Pharmaunternehmen

Bayer vermeldet steigenden Umsatz dank neuer Strategie

Mit glänzenden Geschäften im Gesundheits- und Agrargeschäft bestätigt der Bayer-Konzern seinen vor wenigen Wochen vollzogenen Strategieschwenk.

Vor allem die neuen Pharmaprodukte, aber auch der Pflanzenschutz schieben Umsatz und Gewinne an. In den ersten neun Monaten 2014 kletterte der Nettogewinn der Leverkusener um mehr als 17 Prozent auf 3,2 Milliarden Euro und der Umsatz um gut 3 Prozent auf 31,2 Milliarden Euro. Nach den jetzigen Plänen des Managements soll die Kunststoffsparte bis spätestens Mitte 2016 unter einem neuen Namen an die Börse kommen. Bayer werde dann ein reines Life-Science-Unternehmen sein und könne auf seine Erfolge in Wissenschaft und Innovation aufbauen.
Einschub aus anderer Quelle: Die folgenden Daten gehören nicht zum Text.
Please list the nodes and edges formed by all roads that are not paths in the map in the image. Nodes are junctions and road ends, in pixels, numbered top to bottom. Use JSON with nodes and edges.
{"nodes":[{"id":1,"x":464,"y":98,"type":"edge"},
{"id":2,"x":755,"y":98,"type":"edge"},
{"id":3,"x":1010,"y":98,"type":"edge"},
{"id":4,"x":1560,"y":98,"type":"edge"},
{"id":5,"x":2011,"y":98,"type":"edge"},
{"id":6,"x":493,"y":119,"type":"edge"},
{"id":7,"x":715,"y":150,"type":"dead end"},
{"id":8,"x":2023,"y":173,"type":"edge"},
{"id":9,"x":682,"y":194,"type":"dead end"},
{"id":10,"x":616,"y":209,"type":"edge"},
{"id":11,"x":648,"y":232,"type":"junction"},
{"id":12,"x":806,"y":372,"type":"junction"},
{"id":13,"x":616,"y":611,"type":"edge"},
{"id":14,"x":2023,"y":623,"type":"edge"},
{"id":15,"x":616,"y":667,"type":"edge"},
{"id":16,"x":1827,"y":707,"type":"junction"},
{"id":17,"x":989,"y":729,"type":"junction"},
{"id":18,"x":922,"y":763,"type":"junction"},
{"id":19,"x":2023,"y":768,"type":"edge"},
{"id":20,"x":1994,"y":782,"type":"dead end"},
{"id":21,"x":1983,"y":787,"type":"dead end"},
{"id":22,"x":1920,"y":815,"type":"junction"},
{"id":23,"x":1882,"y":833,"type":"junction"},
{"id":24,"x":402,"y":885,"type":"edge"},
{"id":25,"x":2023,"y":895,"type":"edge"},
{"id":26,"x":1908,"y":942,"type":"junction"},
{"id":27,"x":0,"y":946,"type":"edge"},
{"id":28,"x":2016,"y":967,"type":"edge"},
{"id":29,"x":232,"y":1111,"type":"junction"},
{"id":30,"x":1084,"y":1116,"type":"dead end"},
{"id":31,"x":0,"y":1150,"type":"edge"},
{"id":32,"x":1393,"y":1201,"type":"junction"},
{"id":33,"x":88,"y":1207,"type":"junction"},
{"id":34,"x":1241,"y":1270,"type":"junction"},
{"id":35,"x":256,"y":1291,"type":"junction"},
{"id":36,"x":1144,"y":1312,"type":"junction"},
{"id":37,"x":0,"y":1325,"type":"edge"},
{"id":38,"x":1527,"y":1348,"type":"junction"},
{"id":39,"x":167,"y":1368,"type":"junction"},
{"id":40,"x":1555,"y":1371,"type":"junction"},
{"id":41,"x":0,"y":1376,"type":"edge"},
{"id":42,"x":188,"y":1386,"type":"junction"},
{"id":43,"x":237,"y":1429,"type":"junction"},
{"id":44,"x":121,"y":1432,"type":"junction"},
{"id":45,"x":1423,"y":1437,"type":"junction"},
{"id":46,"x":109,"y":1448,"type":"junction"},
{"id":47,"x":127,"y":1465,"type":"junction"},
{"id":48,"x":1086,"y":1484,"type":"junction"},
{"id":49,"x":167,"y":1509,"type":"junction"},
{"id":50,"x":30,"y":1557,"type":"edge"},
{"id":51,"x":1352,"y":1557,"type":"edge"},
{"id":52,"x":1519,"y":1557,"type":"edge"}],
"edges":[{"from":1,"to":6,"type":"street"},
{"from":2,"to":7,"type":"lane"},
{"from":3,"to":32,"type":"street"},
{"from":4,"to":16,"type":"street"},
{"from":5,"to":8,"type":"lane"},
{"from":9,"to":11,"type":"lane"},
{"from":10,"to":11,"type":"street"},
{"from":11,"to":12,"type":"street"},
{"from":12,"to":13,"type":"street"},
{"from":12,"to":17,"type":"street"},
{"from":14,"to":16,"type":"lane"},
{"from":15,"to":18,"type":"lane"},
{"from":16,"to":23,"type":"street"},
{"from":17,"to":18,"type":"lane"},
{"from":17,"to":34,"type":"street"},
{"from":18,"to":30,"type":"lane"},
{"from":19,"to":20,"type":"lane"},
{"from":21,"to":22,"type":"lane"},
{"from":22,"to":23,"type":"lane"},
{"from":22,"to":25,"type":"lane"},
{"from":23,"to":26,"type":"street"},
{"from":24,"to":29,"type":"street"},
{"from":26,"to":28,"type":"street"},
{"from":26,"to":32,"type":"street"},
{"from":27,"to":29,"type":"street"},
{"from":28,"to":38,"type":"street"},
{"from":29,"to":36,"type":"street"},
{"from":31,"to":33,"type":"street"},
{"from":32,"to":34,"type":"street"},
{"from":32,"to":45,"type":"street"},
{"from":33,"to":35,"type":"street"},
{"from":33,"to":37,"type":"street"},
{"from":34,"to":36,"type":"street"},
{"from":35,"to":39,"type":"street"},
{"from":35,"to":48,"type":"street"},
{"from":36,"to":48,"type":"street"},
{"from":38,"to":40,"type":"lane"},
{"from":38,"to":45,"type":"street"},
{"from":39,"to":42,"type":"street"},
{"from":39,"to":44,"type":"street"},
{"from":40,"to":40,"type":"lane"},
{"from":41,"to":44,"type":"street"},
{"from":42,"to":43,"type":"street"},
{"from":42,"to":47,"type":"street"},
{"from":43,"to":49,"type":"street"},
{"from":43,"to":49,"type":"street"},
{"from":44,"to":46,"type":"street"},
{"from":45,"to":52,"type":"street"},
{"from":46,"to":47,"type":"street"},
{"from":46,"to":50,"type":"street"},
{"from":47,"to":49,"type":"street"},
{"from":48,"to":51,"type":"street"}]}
Aufgrund der derzeit gut laufenden Geschäfte hob Bayer seine Jahresprognose an: Allein durch die Übernahme des Geschäfts mit rezeptfreien Medikamenten vom US-Konzern Merck & Co, die zum 1. Oktober abgeschlossen worden war, erhöhe sich im vierten Quartal der Umsatz zwischen 300 Millionen und 350 Millionen Euro. Durch die Akquisition ist Bayer nach eigenen Angaben in dem Geschäft mit rezeptfreien Artikeln weltweit zweitgrößter Anbieter. Bis zum Jahresende rechnet der Konzern deshalb mit einem Umsatz von 42 Milliarden Euro, eine Milliarde mehr als bislang geplant. Im dritten Quartal setzte sich der Aufwärtstrend der Geschäfte in den Sparten Gesundheit und Agrar fort.